*** DATA PROVIDED Section Begins ***
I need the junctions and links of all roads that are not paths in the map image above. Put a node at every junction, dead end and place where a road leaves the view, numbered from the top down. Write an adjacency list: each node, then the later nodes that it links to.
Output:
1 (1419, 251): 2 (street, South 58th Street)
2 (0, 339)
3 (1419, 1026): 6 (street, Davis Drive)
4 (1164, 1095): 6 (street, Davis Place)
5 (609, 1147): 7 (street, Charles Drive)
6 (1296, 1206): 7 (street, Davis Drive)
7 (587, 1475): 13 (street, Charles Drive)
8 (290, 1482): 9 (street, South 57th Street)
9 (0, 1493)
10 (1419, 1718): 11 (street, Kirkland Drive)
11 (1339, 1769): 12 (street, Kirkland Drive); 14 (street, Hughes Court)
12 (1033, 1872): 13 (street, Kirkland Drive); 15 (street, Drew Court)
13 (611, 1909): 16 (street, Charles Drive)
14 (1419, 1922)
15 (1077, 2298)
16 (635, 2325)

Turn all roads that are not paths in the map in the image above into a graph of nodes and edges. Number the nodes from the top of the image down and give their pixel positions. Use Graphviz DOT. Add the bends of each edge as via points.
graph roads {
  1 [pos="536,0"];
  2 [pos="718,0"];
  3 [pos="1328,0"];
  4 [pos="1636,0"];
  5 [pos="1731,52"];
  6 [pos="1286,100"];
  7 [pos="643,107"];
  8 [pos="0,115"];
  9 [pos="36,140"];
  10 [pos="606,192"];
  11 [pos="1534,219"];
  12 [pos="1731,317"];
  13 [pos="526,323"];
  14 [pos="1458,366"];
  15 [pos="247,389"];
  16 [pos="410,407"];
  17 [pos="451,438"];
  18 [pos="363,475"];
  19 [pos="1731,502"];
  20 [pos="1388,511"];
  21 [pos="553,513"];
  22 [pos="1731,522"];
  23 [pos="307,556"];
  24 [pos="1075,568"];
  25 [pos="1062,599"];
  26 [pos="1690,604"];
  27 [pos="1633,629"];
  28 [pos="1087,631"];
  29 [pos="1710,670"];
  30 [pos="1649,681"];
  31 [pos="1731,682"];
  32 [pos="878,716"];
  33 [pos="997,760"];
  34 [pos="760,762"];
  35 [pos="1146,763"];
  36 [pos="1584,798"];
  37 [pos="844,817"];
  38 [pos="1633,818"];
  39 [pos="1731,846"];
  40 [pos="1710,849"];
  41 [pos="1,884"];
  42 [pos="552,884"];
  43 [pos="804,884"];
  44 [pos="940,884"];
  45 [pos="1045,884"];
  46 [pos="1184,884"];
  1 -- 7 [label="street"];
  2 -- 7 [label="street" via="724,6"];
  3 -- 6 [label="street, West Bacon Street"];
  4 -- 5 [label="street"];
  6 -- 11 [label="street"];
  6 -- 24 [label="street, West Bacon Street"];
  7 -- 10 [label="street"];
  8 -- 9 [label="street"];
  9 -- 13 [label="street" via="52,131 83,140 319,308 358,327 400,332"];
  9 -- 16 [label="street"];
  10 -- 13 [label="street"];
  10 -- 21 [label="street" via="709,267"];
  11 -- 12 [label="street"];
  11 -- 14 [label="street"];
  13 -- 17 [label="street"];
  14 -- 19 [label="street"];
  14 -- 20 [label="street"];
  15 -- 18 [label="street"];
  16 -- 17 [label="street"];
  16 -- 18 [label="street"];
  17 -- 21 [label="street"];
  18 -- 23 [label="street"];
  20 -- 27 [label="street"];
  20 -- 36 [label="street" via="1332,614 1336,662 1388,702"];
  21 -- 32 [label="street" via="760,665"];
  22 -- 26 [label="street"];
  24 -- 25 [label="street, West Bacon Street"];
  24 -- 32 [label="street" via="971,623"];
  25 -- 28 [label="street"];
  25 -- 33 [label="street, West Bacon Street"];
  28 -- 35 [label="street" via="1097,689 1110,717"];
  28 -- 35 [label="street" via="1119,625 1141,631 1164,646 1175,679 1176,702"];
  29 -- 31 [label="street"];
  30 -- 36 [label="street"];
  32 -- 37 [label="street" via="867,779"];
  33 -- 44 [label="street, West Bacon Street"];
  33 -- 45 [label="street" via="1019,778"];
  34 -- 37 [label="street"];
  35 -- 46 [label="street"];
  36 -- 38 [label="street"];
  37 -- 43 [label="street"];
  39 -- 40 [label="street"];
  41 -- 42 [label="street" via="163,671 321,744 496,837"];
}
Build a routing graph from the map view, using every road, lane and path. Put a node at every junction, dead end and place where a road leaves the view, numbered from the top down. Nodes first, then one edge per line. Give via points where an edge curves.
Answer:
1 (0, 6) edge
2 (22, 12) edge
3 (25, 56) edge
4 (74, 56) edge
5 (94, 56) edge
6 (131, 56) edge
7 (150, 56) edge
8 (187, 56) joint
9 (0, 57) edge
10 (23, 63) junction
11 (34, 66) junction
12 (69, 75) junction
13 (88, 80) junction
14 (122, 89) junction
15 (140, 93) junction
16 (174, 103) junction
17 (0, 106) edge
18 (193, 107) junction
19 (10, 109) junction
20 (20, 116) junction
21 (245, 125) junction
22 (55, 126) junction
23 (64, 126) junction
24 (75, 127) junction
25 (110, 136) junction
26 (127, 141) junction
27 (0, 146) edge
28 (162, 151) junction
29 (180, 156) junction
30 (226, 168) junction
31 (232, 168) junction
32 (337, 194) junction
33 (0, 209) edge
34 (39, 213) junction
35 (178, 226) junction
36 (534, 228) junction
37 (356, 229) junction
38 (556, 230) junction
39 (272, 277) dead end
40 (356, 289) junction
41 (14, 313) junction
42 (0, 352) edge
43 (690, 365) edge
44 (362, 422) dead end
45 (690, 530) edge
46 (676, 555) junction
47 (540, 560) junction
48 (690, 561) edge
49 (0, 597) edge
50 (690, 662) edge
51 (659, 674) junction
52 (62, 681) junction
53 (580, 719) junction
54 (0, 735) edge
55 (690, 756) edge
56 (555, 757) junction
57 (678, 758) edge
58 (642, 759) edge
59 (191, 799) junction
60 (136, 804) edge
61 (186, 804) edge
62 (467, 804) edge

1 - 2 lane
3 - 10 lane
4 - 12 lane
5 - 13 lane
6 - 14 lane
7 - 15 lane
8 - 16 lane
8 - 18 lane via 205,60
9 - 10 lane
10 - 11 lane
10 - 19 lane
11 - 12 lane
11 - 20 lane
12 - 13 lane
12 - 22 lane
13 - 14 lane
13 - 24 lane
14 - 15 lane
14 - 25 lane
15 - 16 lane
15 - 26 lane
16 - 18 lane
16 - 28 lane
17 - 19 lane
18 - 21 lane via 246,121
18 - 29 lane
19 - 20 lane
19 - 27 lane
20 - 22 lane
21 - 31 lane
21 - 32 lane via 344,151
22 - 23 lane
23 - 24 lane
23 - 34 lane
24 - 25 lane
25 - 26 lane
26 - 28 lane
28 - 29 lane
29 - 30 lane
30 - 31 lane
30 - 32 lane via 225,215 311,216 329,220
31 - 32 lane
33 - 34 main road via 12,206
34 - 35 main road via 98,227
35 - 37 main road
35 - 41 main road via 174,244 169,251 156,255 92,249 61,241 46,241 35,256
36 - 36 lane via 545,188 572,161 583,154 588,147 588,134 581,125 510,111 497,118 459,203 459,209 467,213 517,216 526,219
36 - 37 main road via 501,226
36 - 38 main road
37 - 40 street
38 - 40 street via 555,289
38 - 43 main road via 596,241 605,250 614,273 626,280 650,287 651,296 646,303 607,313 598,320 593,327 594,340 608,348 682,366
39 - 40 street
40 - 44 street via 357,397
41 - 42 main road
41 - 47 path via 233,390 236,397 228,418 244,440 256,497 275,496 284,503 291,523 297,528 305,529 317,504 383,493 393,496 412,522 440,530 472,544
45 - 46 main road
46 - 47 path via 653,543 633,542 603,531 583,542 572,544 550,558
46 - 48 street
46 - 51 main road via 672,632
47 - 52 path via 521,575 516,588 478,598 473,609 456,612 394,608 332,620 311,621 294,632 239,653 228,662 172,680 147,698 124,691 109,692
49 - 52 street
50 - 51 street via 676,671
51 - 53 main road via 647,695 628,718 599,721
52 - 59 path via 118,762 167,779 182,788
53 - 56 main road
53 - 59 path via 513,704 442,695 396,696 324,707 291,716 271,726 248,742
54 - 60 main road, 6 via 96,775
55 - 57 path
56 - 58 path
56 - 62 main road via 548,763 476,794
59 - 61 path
*** DATA PROVIDED Section Ends ***
# THE PROBLEM
Show all lines in the entries above where the word "Bacon" appears.

# REPLY TO THE TASK
  3 -- 6 [label="street, West Bacon Street"];
  6 -- 24 [label="street, West Bacon Street"];
  24 -- 25 [label="street, West Bacon Street"];
  25 -- 33 [label="street, West Bacon Street"];
  33 -- 44 [label="street, West Bacon Street"];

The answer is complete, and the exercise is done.